New defaults: `newline="\n"` and `ensure_ascii=False`

Idea number 1

Because the Windows operating system has been handling \n as a newline character since practically forever, set newline="\n" to be the new default of the open() built-in function.

Idea number 2

Since we will be defaulting to "utf-8" (to replace current None ) for the encoding parameter of the open() built-in function (now that PEP 686 has been accepted), we must make sure to change the default value of the ensure_ascii parameter of the json.dump() and json.dumps() functions to be False by default (currently, this value is True by default).

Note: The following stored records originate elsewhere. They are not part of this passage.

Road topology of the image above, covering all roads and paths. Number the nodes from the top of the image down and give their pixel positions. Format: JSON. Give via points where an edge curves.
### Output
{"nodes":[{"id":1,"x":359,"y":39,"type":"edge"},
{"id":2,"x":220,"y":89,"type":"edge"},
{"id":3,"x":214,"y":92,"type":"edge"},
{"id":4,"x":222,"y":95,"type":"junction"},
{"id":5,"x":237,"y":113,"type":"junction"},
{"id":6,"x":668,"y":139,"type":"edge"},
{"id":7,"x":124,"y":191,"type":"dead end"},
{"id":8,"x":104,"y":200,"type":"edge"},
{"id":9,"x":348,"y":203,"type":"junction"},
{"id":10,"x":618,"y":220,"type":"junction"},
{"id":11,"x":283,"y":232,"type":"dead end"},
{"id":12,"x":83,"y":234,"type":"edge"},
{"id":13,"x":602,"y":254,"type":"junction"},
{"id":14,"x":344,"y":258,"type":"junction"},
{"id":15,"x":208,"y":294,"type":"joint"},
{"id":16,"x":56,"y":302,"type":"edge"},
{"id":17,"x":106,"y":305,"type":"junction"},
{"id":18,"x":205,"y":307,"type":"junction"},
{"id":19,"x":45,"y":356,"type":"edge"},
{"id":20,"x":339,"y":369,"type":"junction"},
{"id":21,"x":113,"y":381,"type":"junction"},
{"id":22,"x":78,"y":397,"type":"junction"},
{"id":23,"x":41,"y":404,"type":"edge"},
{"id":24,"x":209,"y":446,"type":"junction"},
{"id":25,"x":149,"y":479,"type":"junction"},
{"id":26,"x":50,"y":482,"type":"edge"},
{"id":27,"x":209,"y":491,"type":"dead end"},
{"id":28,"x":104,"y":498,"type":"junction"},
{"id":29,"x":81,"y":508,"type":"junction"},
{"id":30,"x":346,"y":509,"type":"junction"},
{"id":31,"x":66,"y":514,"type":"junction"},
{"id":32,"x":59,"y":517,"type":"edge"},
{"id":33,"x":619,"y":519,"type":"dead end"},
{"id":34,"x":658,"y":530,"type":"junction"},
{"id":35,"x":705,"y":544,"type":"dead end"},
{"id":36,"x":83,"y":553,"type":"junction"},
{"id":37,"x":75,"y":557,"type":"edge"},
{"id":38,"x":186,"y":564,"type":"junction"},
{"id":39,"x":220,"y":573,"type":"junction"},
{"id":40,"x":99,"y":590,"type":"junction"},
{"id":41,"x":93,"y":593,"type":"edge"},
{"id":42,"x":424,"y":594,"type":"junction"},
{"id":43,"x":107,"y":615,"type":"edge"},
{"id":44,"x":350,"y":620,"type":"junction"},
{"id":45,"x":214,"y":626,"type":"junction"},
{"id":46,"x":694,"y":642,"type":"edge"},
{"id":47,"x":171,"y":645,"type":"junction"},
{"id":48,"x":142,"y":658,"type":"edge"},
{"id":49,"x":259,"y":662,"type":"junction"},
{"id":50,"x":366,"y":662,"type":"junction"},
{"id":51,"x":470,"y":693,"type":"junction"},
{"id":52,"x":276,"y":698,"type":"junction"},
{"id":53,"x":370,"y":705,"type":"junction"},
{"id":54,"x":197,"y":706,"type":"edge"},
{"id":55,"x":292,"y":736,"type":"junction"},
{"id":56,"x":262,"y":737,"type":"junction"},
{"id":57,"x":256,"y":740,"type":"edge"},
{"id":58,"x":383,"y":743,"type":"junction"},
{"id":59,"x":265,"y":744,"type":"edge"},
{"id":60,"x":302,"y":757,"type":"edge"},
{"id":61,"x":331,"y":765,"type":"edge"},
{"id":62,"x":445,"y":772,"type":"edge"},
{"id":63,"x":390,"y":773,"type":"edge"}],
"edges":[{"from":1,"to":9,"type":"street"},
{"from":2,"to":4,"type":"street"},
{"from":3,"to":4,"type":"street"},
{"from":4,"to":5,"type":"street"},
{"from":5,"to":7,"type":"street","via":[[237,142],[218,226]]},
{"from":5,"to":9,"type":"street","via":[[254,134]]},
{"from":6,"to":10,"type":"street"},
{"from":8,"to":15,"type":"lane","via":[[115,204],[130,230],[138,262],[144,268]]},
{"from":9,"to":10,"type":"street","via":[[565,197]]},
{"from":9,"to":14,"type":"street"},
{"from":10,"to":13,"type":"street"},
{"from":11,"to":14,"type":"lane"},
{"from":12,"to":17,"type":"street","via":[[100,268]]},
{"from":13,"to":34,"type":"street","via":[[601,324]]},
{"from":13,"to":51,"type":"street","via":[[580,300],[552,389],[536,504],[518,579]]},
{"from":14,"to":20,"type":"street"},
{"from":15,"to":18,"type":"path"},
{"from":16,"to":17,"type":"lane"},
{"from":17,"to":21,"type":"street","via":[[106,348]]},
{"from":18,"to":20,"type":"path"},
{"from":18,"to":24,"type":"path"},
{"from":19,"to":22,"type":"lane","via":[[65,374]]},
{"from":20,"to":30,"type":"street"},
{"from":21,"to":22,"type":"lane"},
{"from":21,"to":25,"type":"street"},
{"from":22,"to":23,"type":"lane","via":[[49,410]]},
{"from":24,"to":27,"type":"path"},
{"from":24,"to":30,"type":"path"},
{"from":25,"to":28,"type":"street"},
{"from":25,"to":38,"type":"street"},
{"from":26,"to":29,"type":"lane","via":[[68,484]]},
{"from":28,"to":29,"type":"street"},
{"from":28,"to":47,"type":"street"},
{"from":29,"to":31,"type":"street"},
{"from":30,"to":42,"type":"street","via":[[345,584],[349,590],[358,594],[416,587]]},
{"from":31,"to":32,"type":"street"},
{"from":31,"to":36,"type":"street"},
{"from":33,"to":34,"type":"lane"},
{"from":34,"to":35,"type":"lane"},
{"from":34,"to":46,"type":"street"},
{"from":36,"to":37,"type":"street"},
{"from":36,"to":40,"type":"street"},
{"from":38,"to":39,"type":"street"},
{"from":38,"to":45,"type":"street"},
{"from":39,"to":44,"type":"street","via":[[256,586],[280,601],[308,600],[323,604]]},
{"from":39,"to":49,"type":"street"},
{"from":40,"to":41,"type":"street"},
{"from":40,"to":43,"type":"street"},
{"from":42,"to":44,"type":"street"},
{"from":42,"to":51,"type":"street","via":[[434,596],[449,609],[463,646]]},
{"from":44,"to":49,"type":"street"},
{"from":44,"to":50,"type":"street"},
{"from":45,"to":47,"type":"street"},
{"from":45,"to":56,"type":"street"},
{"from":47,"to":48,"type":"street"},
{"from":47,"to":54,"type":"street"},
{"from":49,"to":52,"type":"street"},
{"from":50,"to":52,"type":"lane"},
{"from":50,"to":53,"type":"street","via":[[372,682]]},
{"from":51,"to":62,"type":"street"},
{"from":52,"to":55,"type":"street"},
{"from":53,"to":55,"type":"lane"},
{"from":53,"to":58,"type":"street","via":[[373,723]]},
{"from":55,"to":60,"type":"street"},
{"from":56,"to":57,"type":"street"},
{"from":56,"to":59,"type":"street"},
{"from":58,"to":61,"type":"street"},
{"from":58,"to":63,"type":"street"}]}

The reason is that if you have UTF-8 encoding set (as it will be by default, once PEP 686 is implemented), then if ensure_ascii stays being True by default (as it is now), you will not get UTF-8 characters (for example, letters like č š ć ž đ, etc.) decoded properly and shown in their intended form at all. This is a problem that we need to take into account when implementing PEP 686.

Windows and before is MSDOS uses \r\n as the line separator.
Only the C runtime on Windows maps between \n and \r\n.

1 Like

ensure_ascii is an encoding-only option that uses Unicode escapes for non-ASCII characters. This doesn’t affect decoding as Unicode escapes are part of the JSON syntax for string type. You’ll just get them encoded as, e.g. {"key": "\u1234"} but it will still get decoded back to the proper Unicode character.

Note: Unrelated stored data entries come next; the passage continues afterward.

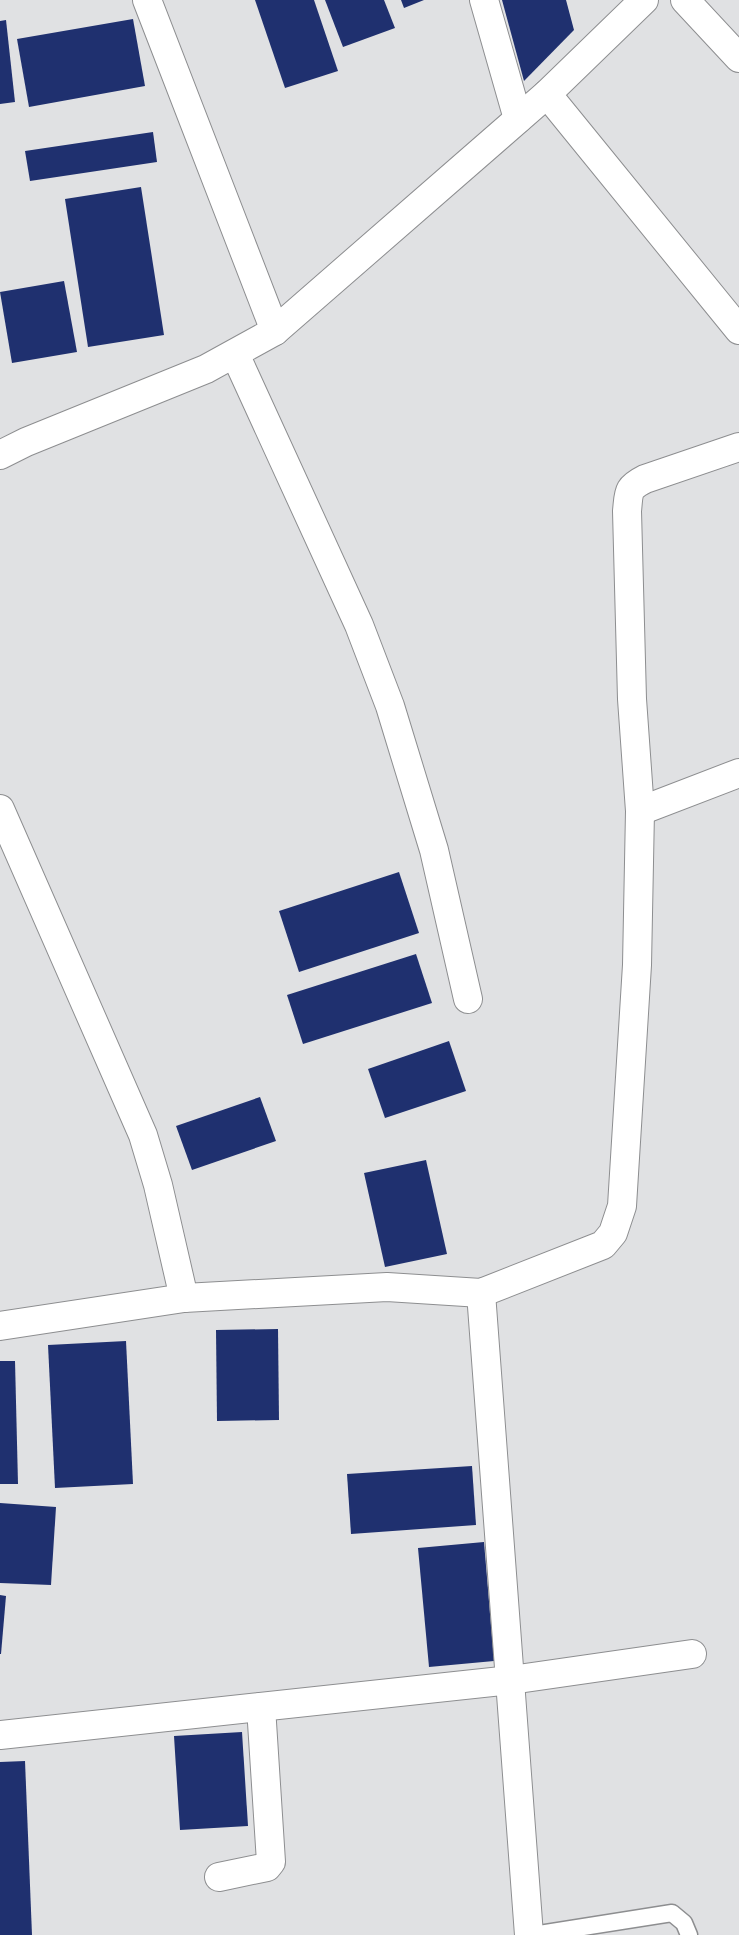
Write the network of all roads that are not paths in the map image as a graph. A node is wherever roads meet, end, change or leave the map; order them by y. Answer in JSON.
{"nodes":[{"id":1,"x":147,"y":0,"type":"edge"},
{"id":2,"x":484,"y":0,"type":"edge"},
{"id":3,"x":644,"y":0,"type":"edge"},
{"id":4,"x":685,"y":0,"type":"edge"},
{"id":5,"x":739,"y":58,"type":"edge"},
{"id":6,"x":547,"y":94,"type":"junction"},
{"id":7,"x":518,"y":118,"type":"junction"},
{"id":8,"x":739,"y":330,"type":"edge"},
{"id":9,"x":275,"y":331,"type":"junction"},
{"id":10,"x":235,"y":354,"type":"junction"},
{"id":11,"x":739,"y":447,"type":"edge"},
{"id":12,"x":0,"y":455,"type":"edge"},
{"id":13,"x":739,"y":774,"type":"edge"},
{"id":14,"x":0,"y":809,"type":"edge"},
{"id":15,"x":640,"y":811,"type":"junction"},
{"id":16,"x":468,"y":999,"type":"dead end"},
{"id":17,"x":481,"y":1293,"type":"junction"},
{"id":18,"x":184,"y":1298,"type":"junction"},
{"id":19,"x":0,"y":1326,"type":"edge"},
{"id":20,"x":692,"y":1654,"type":"dead end"},
{"id":21,"x":511,"y":1680,"type":"junction"},
{"id":22,"x":261,"y":1707,"type":"junction"},
{"id":23,"x":0,"y":1735,"type":"edge"},
{"id":24,"x":219,"y":1877,"type":"dead end"},
{"id":25,"x":529,"y":1935,"type":"edge"},
{"id":26,"x":533,"y":1935,"type":"edge"},
{"id":27,"x":689,"y":1935,"type":"edge"}],
"edges":[{"from":1,"to":9,"type":"street"},
{"from":2,"to":7,"type":"street"},
{"from":3,"to":6,"type":"street"},
{"from":4,"to":5,"type":"street"},
{"from":6,"to":7,"type":"street"},
{"from":6,"to":8,"type":"street"},
{"from":7,"to":9,"type":"street"},
{"from":9,"to":10,"type":"street"},
{"from":10,"to":12,"type":"street"},
{"from":10,"to":16,"type":"street"},
{"from":11,"to":15,"type":"street"},
{"from":13,"to":15,"type":"street"},
{"from":14,"to":18,"type":"street"},
{"from":15,"to":17,"type":"street"},
{"from":17,"to":18,"type":"street"},
{"from":17,"to":21,"type":"street"},
{"from":18,"to":19,"type":"street"},
{"from":20,"to":21,"type":"street"},
{"from":21,"to":22,"type":"street"},
{"from":21,"to":25,"type":"street"},
{"from":22,"to":23,"type":"street"},
{"from":22,"to":24,"type":"street"},
{"from":26,"to":27,"type":"lane"}]}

Well, in any case, Windows understands and properly interprets \n as a newline character. That’s what matters.

I would not consider 2018 “since forever“: Introducing extended line endings support in Notepad - Windows Command Line

“\uXXXX” is perfectly valid JSON. While not very human-readable, it is machine-readable. It is a bad idea for JSON ending up in files, but it is safer for JSON transmitted over networks, as you never know if the other side respects UTF-8 (and I would argue this is the primary use of JSON).

3 Likes

This is news to me: is it really true that notepad actually handles non-CRLF new lines sanely now?

My experience is that “since forever” this was not the case although I haven’t used Windows much in the past few years so I am not up to date with latest developments.

Oh yes, I remember the days when opening almost any text file from the internet using notepad would render the whole file as one long line. Fortunately, there was also Windows Wordpad which understood UNIX line endings. It also had an advanced feature for saving in the native encoding which allow me to write bat files without the Ă© in my username being trashed. :slightly_smiling_face:

1 Like

Yes, the link does not lie. This was introduced in Windows 10 October 2018 Update.

1 Like

Does it in all cases? How does .net handle text files?
As pointed out notepad finally got handling for \n but is that true of other runtimes and apps?